Ashina Shibobi (born 602, Old Turkic regnal name: 𐱅𐰇𐰠𐰾𐰴𐰍𐰣, Töles qaγan) — was a lesser khagan (or Qaghan equivalent to Emperor), who ruled the eastern wing of Eastern Turkic Khaganate.

Early life 
Ashina Shibobi was born to Shibi Qaghan. Shibobi created Nipu shad by Chuluo Qaghan and Tolis khagan by Illig Qaghan.

Career 
After the downfall of the Sui Dynasty, Ashina Shibobi joined his uncle, Illig Qaghan's raids against Tang. On the 12th of August 624, their armies clashed West of Binzhou. Taizong then went to Shibobi to seek a peace deal.

In 628, Kumo Xi tribes rose in rebellion against Tujue. Shibobi was unsuccessful in defeating the rebels, which made the khagan angry. After Yukuk Shad was defeated by Huige chief Yaoluge Pusa, Shibobi was ordered to pursue and defeat Yaoluge Pusa, but in late April, he was defeated. Illig ordered him to be flogged and imprisoned for 10 days. Taizong used this opportunity to encourage Shibobi to flee to Tang.

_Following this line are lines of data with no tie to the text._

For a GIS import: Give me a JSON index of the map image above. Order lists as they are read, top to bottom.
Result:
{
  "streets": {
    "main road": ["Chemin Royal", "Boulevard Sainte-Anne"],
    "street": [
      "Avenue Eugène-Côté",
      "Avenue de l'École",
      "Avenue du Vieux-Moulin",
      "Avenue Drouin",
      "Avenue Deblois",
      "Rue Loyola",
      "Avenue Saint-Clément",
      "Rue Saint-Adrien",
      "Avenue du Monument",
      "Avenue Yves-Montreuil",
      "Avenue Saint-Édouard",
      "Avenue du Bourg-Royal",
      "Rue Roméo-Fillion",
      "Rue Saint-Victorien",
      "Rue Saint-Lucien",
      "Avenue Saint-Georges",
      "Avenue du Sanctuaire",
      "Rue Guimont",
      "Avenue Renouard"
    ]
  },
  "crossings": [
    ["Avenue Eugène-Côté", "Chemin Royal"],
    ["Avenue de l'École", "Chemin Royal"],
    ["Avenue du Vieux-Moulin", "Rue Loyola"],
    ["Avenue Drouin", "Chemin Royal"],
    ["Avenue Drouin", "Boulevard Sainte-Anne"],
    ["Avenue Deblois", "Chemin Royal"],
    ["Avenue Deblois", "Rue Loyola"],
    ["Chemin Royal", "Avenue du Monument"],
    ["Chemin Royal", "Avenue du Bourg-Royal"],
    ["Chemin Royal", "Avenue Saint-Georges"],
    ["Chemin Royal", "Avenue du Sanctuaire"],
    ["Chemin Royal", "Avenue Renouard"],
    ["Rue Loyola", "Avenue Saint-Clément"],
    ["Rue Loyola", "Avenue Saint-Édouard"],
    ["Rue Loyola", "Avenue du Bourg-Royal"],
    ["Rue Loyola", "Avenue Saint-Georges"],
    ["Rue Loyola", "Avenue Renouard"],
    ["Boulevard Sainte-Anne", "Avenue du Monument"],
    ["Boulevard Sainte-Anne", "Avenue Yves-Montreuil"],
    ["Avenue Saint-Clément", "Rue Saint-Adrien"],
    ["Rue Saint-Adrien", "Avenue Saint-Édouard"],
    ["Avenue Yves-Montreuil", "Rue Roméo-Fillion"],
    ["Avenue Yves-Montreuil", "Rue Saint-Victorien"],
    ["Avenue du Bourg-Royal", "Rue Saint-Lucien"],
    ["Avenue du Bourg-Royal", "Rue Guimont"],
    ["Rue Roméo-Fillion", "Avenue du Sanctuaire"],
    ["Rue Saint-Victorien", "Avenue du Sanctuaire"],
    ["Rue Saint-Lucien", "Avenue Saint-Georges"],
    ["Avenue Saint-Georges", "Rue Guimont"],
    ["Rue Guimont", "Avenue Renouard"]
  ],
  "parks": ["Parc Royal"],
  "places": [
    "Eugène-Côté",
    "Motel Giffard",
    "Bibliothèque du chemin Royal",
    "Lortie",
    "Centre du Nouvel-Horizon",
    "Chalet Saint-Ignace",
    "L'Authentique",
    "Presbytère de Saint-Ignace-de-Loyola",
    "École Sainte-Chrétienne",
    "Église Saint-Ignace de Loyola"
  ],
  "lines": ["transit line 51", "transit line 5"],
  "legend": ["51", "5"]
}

On 21 April 628, Shibobi asked Taizong to help him fight Illig. In December of the following year, Shibobi fully submitted to Tang and was given 700 families as a reward to serves as general in the dynasty. He died on his way to Changan, near Bingzhou.

Family 
He married Princess Huainan (淮南公主), daughter of Emperor Yang of Sui.